Avis : Difficile de poser des mots sur l’expérience de cinéma assez hors du commun que nous offre Alfonso Cuaron. Le réalisateur mexicain dont l’éclectisme se jauge à l’aune de l’excellence de sa filmographie (le chef d’œuvre d’anticipation Les fils de l’Homme, le meilleur Harry Potter) nous projette littéralement dans l’espace et délivre une claque monumentale, un de ces uppercuts imparables qui impressionne très longtemps la rétine et vous laisse sonné et les jambes coupées une fois les lumières rallumées.
Bien sûr, Gravity est techniquement bluffant, la mise en scène virtuose de Cuaron exploitant la 3D comme rarement pour créer une impression d’immersion totale, renforcée par une bande son sensorielle impeccable.

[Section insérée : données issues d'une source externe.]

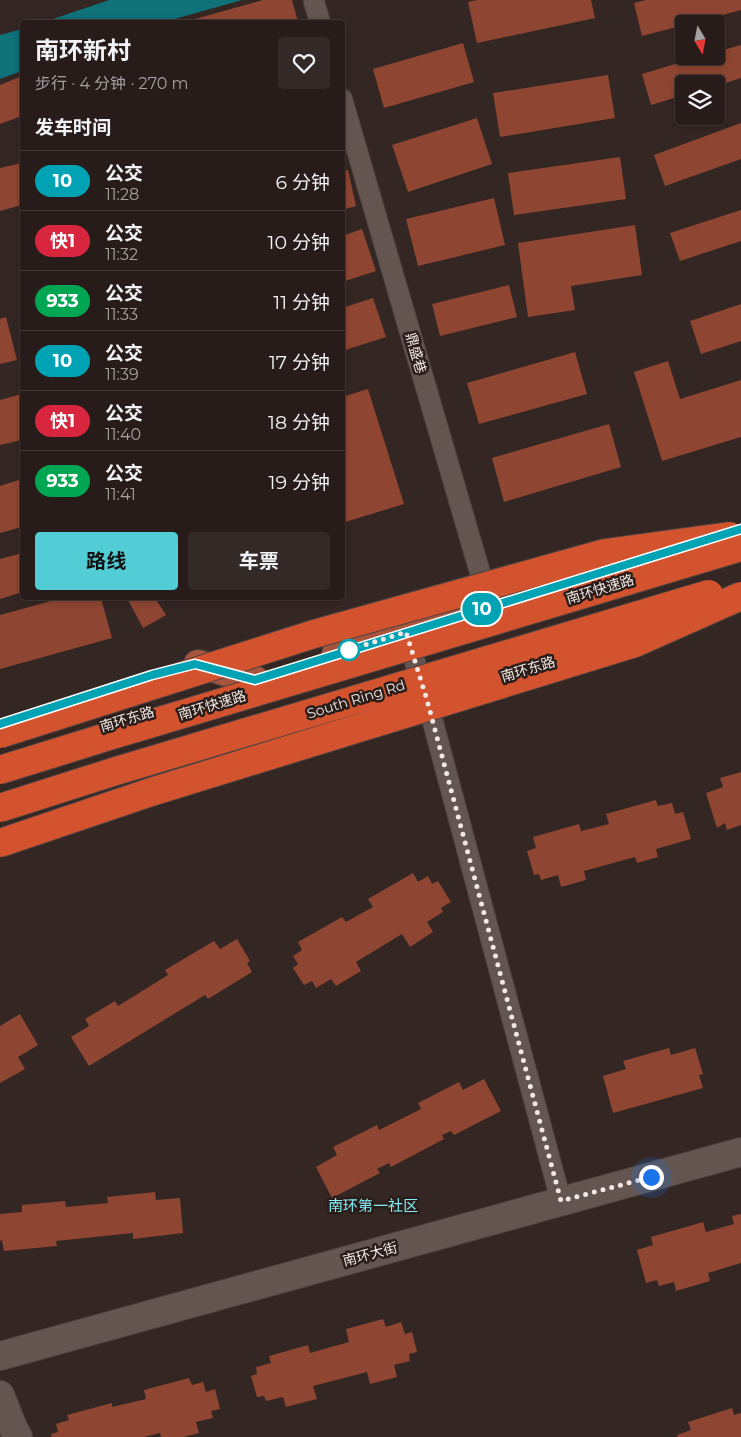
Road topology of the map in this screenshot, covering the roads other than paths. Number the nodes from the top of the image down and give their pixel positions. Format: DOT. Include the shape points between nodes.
graph roads {
  1 [pos="314,2"];
  2 [pos="319,20"];
  3 [pos="345,110"];
  4 [pos="741,529"];
  5 [pos="741,535"];
  6 [pos="741,547"];
  7 [pos="741,584"];
  8 [pos="741,596"];
  9 [pos="741,605"];
  10 [pos="490,607"];
  11 [pos="406,632"];
  12 [pos="255,680"];
  13 [pos="427,700"];
  14 [pos="0,724"];
  15 [pos="0,734"];
  16 [pos="0,759"];
  17 [pos="0,770"];
  18 [pos="0,808"];
  19 [pos="0,829"];
  20 [pos="0,843"];
  21 [pos="741,1152"];
  22 [pos="561,1201"];
  23 [pos="0,1356"];
  24 [pos="0,1395"];
  25 [pos="18,1437"];
  1 -- 2 [label="street"];
  3 -- 10 [label="street, 鼎盛巷"];
  4 -- 10 [label="main road, 南环东路"];
  5 -- 15 [label="highway, bridge" via="604,553 314,634"];
  6 -- 17 [label="highway, 南环快速路, bridge"];
  7 -- 18 [label="highway, South Ring Rd, bridge"];
  8 -- 20 [label="highway, bridge" via="636,642 151,792"];
  9 -- 13 [label="main road, 南环东路"];
  10 -- 11 [label="main road, 南环东路"];
  11 -- 12 [label="main road, 南环东路"];
  11 -- 13 [label="street"];
  12 -- 14 [label="main road" via="195,664"];
  12 -- 16 [label="main road, 南环东路"];
  13 -- 19 [label="main road, 南环东路"];
  13 -- 22 [label="street"];
  21 -- 22 [label="street, 南环大街"];
  22 -- 23 [label="street, 南环大街"];
  24 -- 25 [label="street"];
}
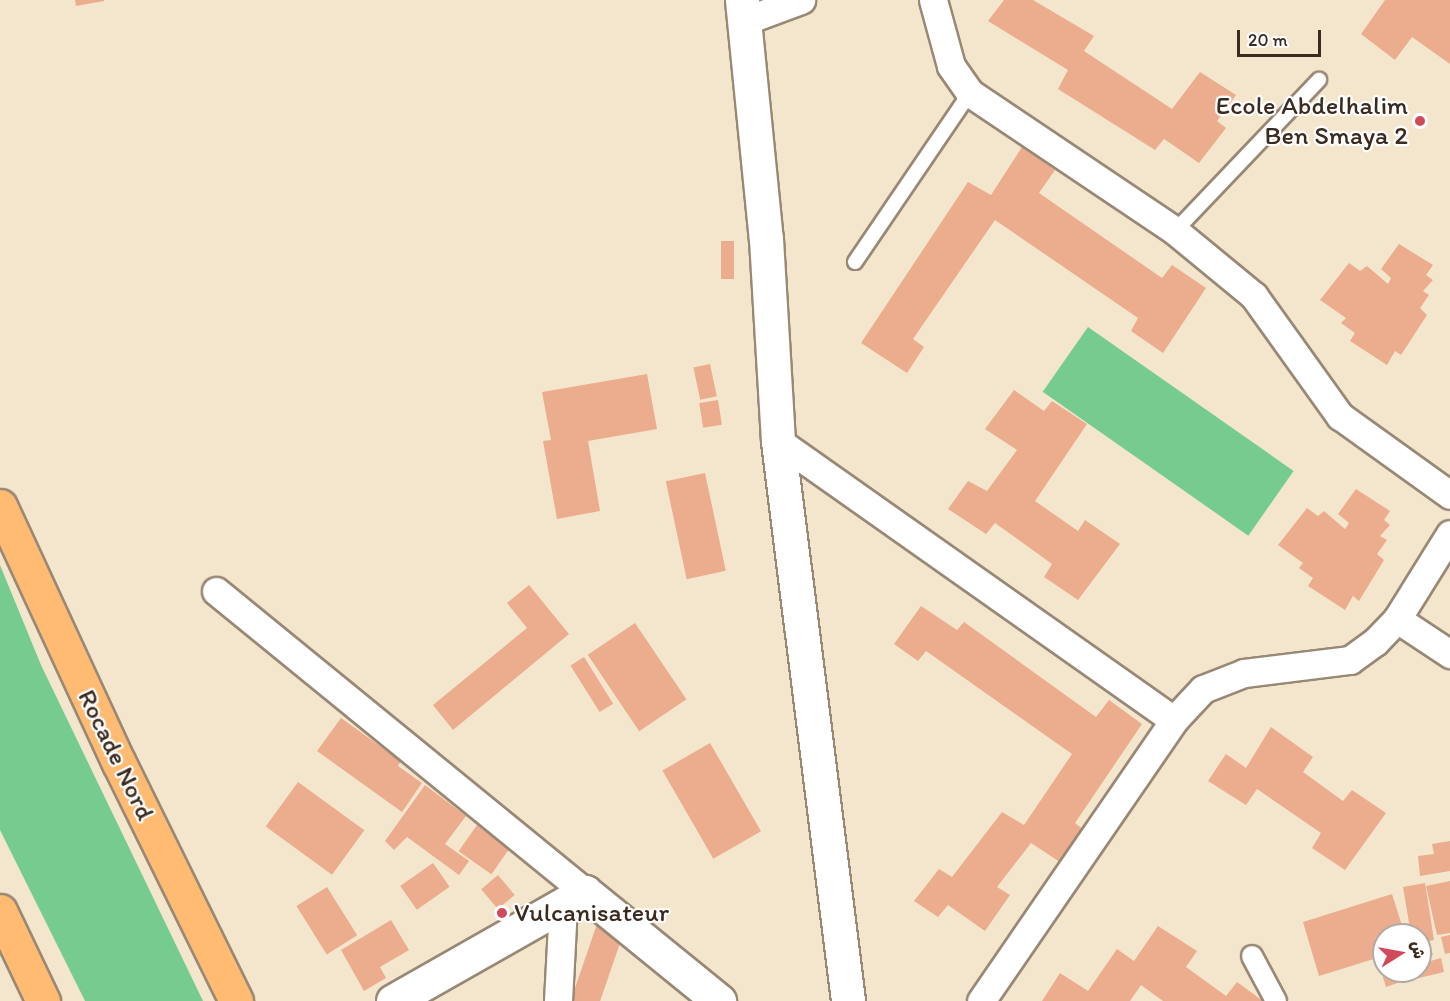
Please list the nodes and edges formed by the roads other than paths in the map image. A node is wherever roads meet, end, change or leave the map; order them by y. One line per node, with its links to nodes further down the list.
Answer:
1 (801, 0): 3 (street)
2 (933, 0): 5 (street)
3 (743, 10): 8 (street)
4 (1319, 80): 6 (lane)
5 (970, 93): 6 (street); 7 (lane)
6 (1176, 231): 9 (street)
7 (855, 262)
8 (778, 441): 15 (street); 19 (street)
9 (1450, 495)
10 (0, 506): 21 (highway, Rocade Nord)
11 (1450, 534): 13 (street)
12 (216, 591): 16 (street)
13 (1397, 618): 14 (street); 15 (street)
14 (1450, 654)
15 (1174, 720): 25 (street)
16 (574, 899): 22 (street); 23 (street); 24 (street)
17 (0, 911): 20 (highway)
18 (1252, 956): 26 (street)
19 (847, 1000)
20 (43, 1001)
21 (236, 1001)
22 (393, 1001)
23 (558, 1001)
24 (719, 1001)
25 (981, 1001)
26 (1276, 1001)

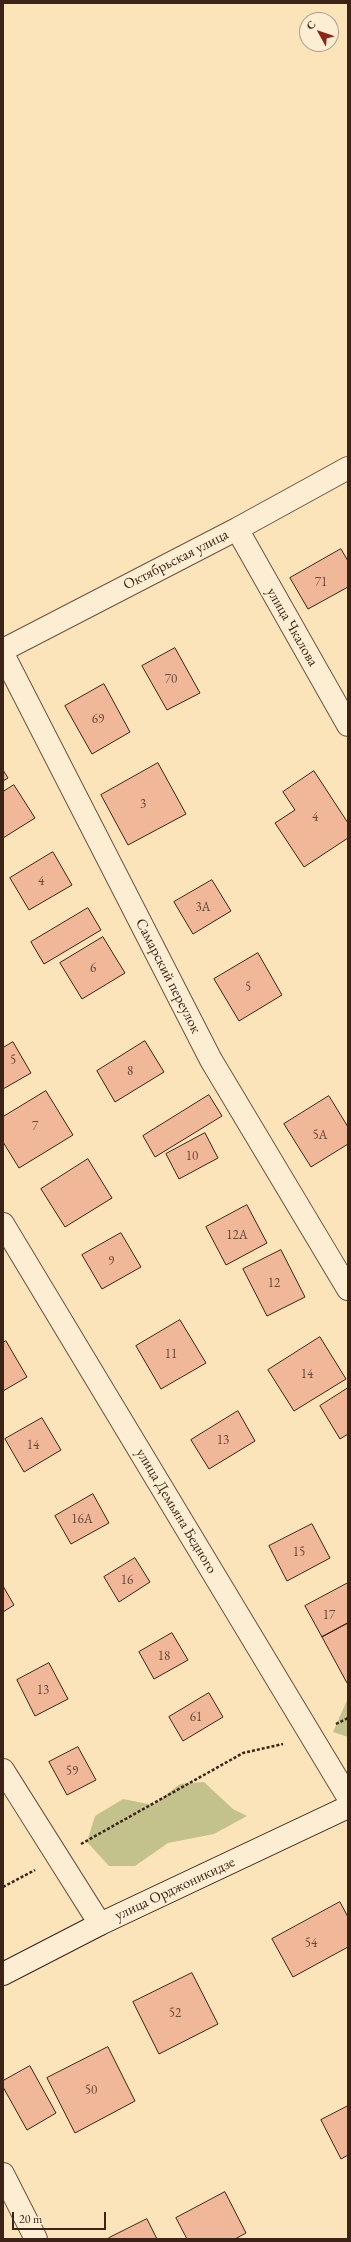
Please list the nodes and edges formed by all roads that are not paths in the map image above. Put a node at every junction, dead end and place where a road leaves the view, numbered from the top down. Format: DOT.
graph roads {
  1 [pos="348,468"];
  2 [pos="236,529"];
  3 [pos="3,650"];
  4 [pos="3,654"];
  5 [pos="348,725"];
  6 [pos="3,1224"];
  7 [pos="348,1289"];
  8 [pos="3,1770"];
  9 [pos="348,1797"];
  10 [pos="348,1807"];
  11 [pos="100,1924"];
  12 [pos="3,1974"];
  13 [pos="3,2174"];
  14 [pos="36,2239"];
  1 -- 2 [label="street, Октябрьская улица"];
  2 -- 3 [label="street, Октябрьская улица"];
  2 -- 5 [label="street, улица Чкалова"];
  4 -- 7 [label="street, Самарский переулок"];
  6 -- 9 [label="street, улица Демьяна Бедного"];
  8 -- 11 [label="street"];
  10 -- 11 [label="street, улица Орджоникидзе"];
  11 -- 12 [label="street, улица Орджоникидзе"];
  13 -- 14 [label="street"];
}
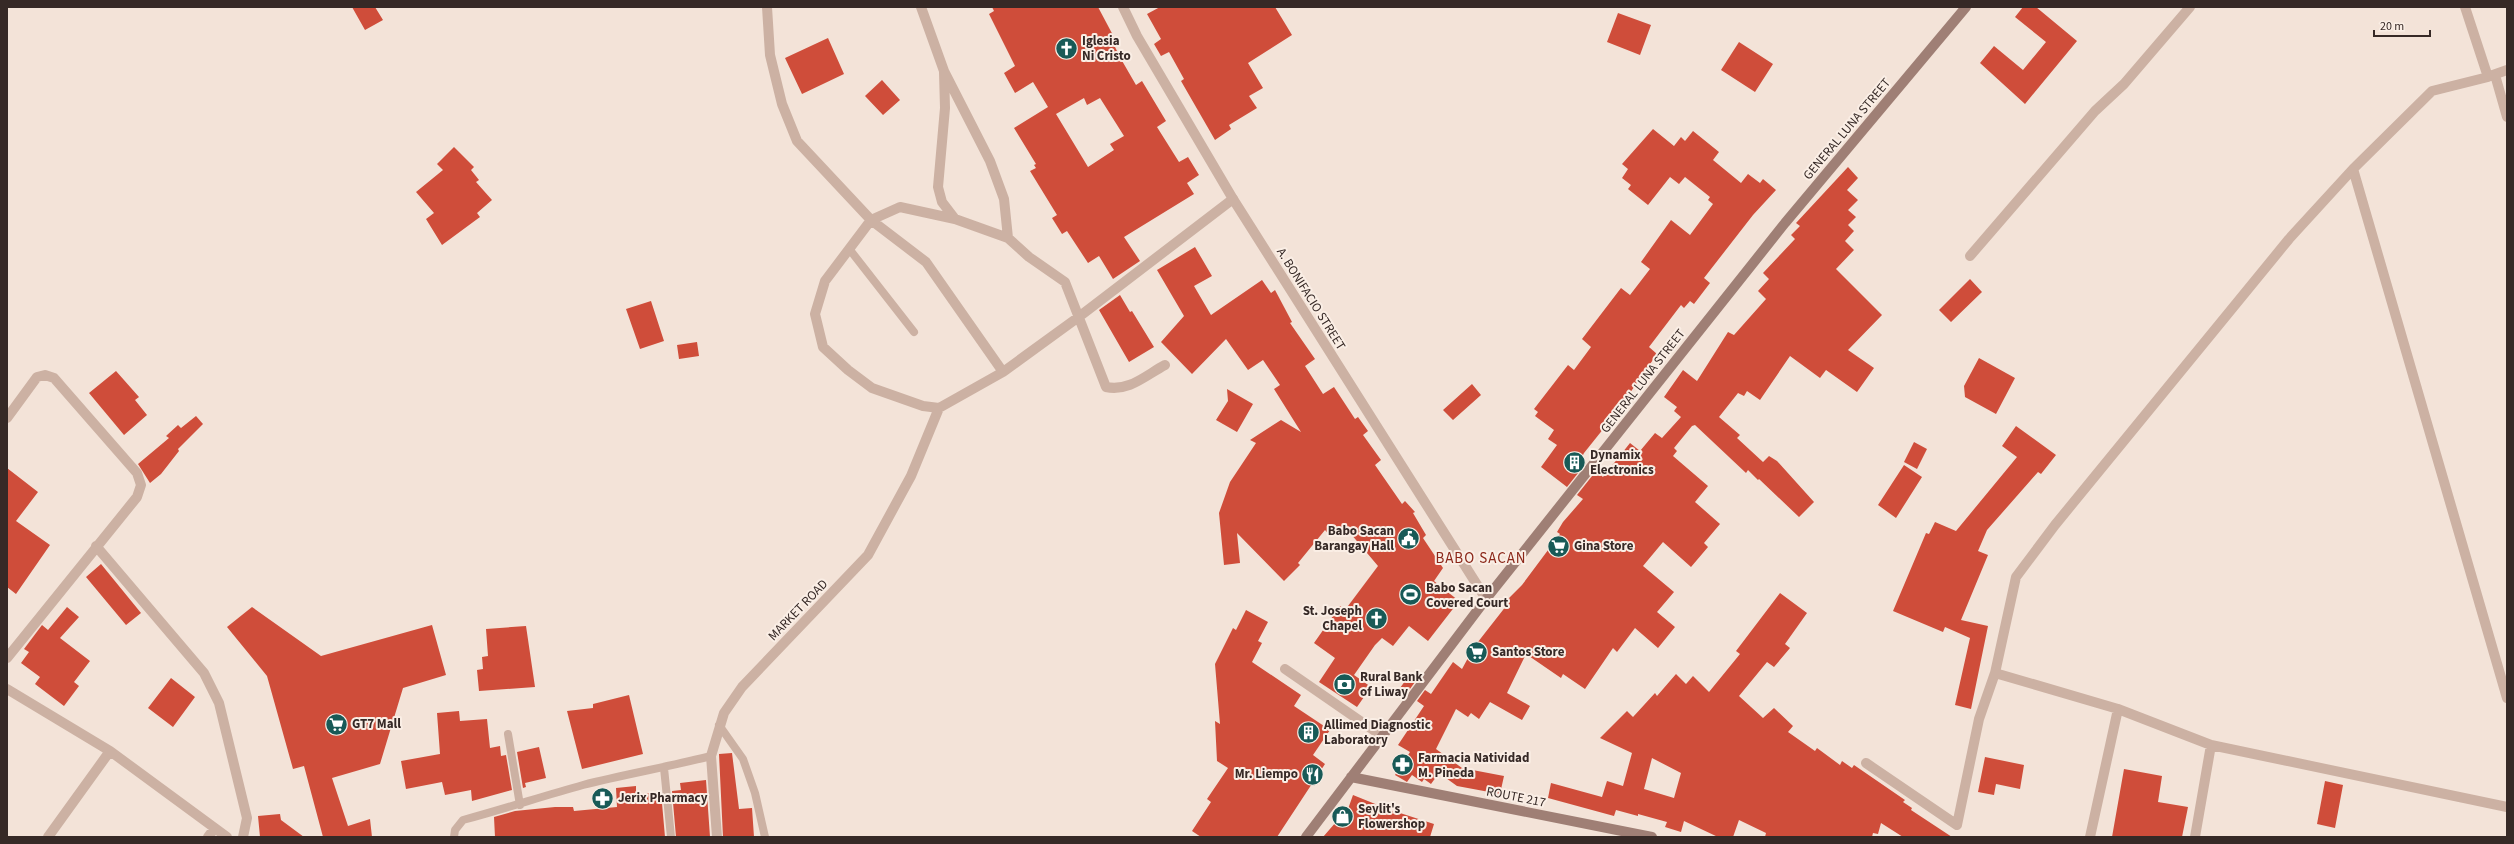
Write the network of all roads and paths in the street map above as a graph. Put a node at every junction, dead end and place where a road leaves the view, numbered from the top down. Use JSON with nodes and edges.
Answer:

Les scènes en apesanteur, que ce soit dans l’espace ou en cabine, atteignent un tel niveau de réalisme qu’elles en deviennent suffocantes, nerveusement et presque physiquement éprouvantes. Gravity trouve un équilibre presque miraculeux entre une première partie assez clinique se concentrant sur la mission elle-même, avec l’espace comme personnage principal, imposant, majestueux et terrifiant et un deuxième acte qui, s’il recèle toujours une bonne dose de scènes épiques, se veut plus introspectif en nous révélant les failles de Ryan, magistralement interprétée par une Sandra Bullock bouleversante (un oscar, vite).
Car Gravity n’est pas que la vertigineuse et transcendante histoire d’une survie à des milliers de kilomètres au dessus de la terre, le film offre aussi des moments d’une poésie déchirante, qui ne sont pas loin de vous tirer des larmes aussi surprenantes qu’inattendues.
En sortant de la salle, on en vient à souhaiter perdre un instant la mémoire, afin de pouvoir redécouvrir Gravity vierge de toute image. Et se reprendre une claque. Et quelle claque…

9 MOIS FERME – 13/20

9 mois fermeRéalisé par Albert Dupontel
Avec Sandrine Kiberlain, Albert Dupontel

Synopsis : Ariane Felder est enceinte ! C’est d’autant plus surprenant que c’est une jeune juge aux mœurs strictes et une célibataire endurcie. Mais ce qui est encore plus surprenant, c’est que d’après les tests de paternité, le père de l’enfant n’est autre que Bob, un criminel poursuivi pour une atroce agression ! Ariane, qui ne se souvient de rien, tente alors de comprendre ce qui a bien pu se passer et ce qui l’attend…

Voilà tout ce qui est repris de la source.